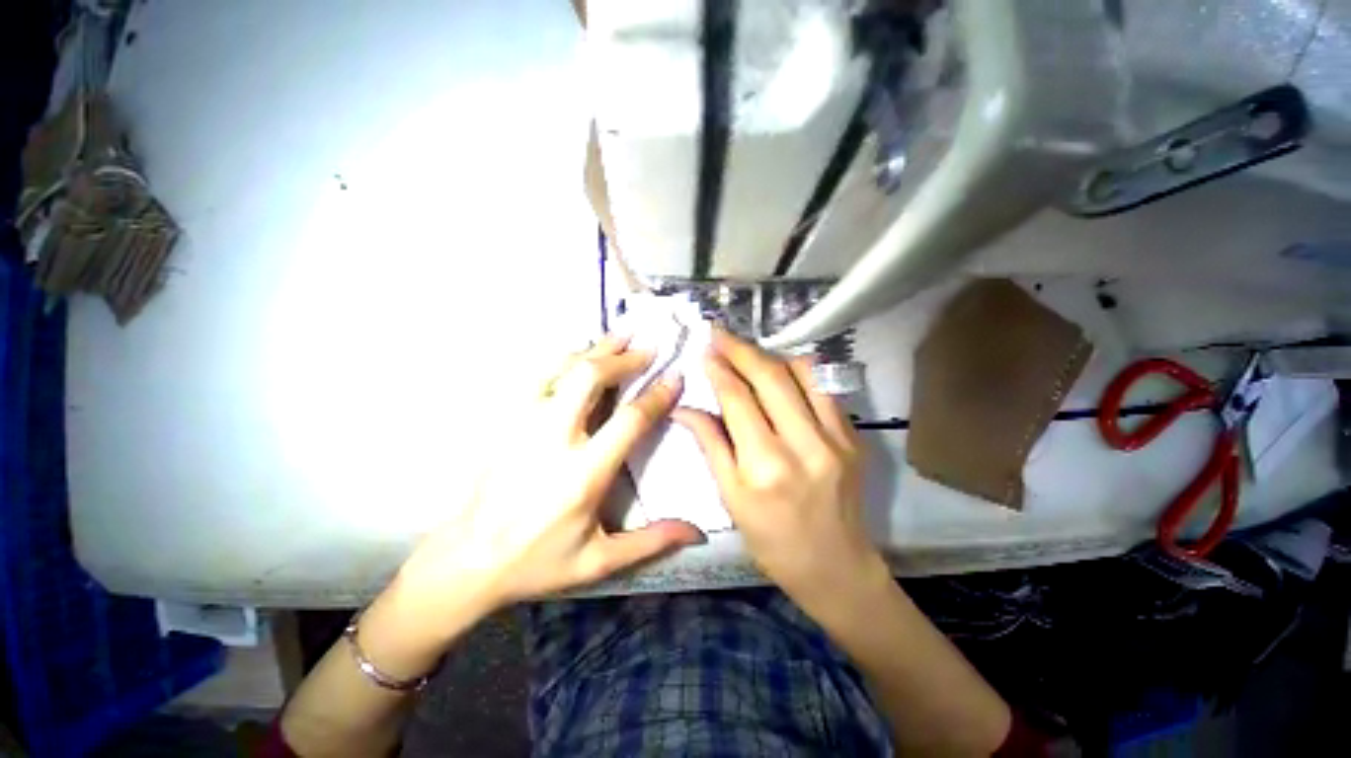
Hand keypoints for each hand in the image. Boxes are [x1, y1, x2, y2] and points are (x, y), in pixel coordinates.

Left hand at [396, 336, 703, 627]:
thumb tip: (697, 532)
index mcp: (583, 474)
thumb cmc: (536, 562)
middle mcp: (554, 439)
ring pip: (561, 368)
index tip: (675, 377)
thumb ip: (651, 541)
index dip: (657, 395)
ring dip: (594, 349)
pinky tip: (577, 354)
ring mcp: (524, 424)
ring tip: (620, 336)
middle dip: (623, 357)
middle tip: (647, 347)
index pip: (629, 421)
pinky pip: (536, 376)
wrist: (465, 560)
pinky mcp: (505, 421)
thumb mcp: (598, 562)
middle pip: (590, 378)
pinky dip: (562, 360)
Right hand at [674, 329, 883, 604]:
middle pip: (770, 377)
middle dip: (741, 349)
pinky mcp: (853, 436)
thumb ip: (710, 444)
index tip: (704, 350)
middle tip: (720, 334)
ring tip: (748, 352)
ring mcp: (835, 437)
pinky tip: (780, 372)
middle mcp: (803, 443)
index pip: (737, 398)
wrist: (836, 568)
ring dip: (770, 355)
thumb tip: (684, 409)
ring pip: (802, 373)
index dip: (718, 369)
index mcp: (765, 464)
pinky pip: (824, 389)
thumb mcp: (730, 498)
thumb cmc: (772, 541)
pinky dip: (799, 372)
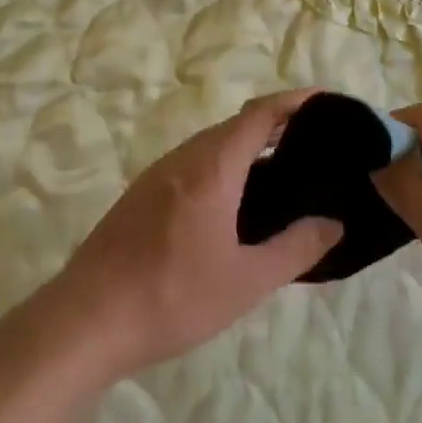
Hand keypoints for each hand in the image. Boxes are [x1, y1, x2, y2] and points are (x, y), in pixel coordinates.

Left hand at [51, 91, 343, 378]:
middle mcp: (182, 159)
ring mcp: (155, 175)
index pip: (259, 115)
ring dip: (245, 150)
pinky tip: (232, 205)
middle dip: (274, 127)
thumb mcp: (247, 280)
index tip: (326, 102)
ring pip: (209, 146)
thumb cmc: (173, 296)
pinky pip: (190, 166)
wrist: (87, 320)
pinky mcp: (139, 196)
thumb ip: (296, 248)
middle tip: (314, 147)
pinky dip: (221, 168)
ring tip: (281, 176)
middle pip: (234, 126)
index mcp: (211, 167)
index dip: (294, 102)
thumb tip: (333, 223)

---

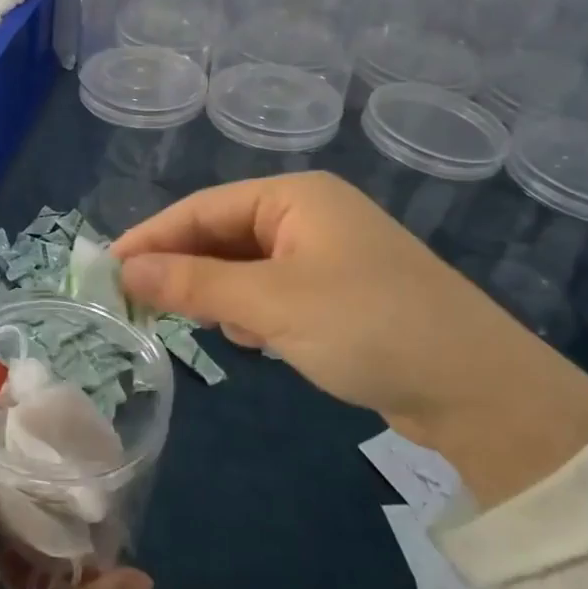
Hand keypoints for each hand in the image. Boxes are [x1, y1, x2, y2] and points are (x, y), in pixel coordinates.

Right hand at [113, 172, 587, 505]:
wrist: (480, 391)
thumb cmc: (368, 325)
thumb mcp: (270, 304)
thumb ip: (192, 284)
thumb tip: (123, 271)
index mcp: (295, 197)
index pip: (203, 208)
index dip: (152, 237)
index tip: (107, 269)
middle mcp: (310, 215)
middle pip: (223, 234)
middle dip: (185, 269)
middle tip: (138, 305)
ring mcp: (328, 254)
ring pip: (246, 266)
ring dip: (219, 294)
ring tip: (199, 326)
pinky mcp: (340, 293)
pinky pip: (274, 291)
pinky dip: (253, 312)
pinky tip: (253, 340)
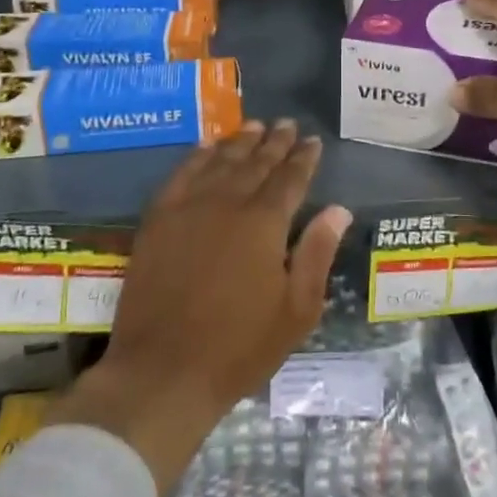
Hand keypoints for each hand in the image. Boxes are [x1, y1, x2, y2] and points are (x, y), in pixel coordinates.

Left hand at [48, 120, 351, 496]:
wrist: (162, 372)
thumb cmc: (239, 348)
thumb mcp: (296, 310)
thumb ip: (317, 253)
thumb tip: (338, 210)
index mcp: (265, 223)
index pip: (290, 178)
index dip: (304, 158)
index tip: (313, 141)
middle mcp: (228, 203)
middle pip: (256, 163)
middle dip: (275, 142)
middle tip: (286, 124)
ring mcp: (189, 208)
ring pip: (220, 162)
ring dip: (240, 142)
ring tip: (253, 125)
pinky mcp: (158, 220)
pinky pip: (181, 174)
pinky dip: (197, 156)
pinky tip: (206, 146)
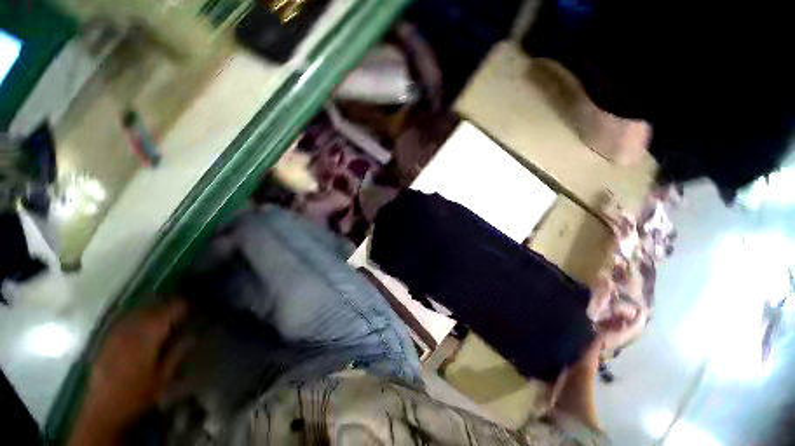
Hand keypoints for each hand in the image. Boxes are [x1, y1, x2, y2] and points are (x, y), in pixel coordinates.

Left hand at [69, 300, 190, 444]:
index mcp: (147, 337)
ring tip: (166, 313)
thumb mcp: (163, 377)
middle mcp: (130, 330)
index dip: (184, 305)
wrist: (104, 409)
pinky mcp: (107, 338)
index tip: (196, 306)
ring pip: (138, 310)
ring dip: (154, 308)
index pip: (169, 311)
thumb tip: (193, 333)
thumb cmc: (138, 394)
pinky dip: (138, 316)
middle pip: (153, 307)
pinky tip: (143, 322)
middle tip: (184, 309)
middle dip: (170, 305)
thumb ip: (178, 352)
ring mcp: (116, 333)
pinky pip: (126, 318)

TASK BRIEF: Search each line of the entries for the string "Left", then say how many lines have it. Reply with the number only.

EXERCISE RESULT: 4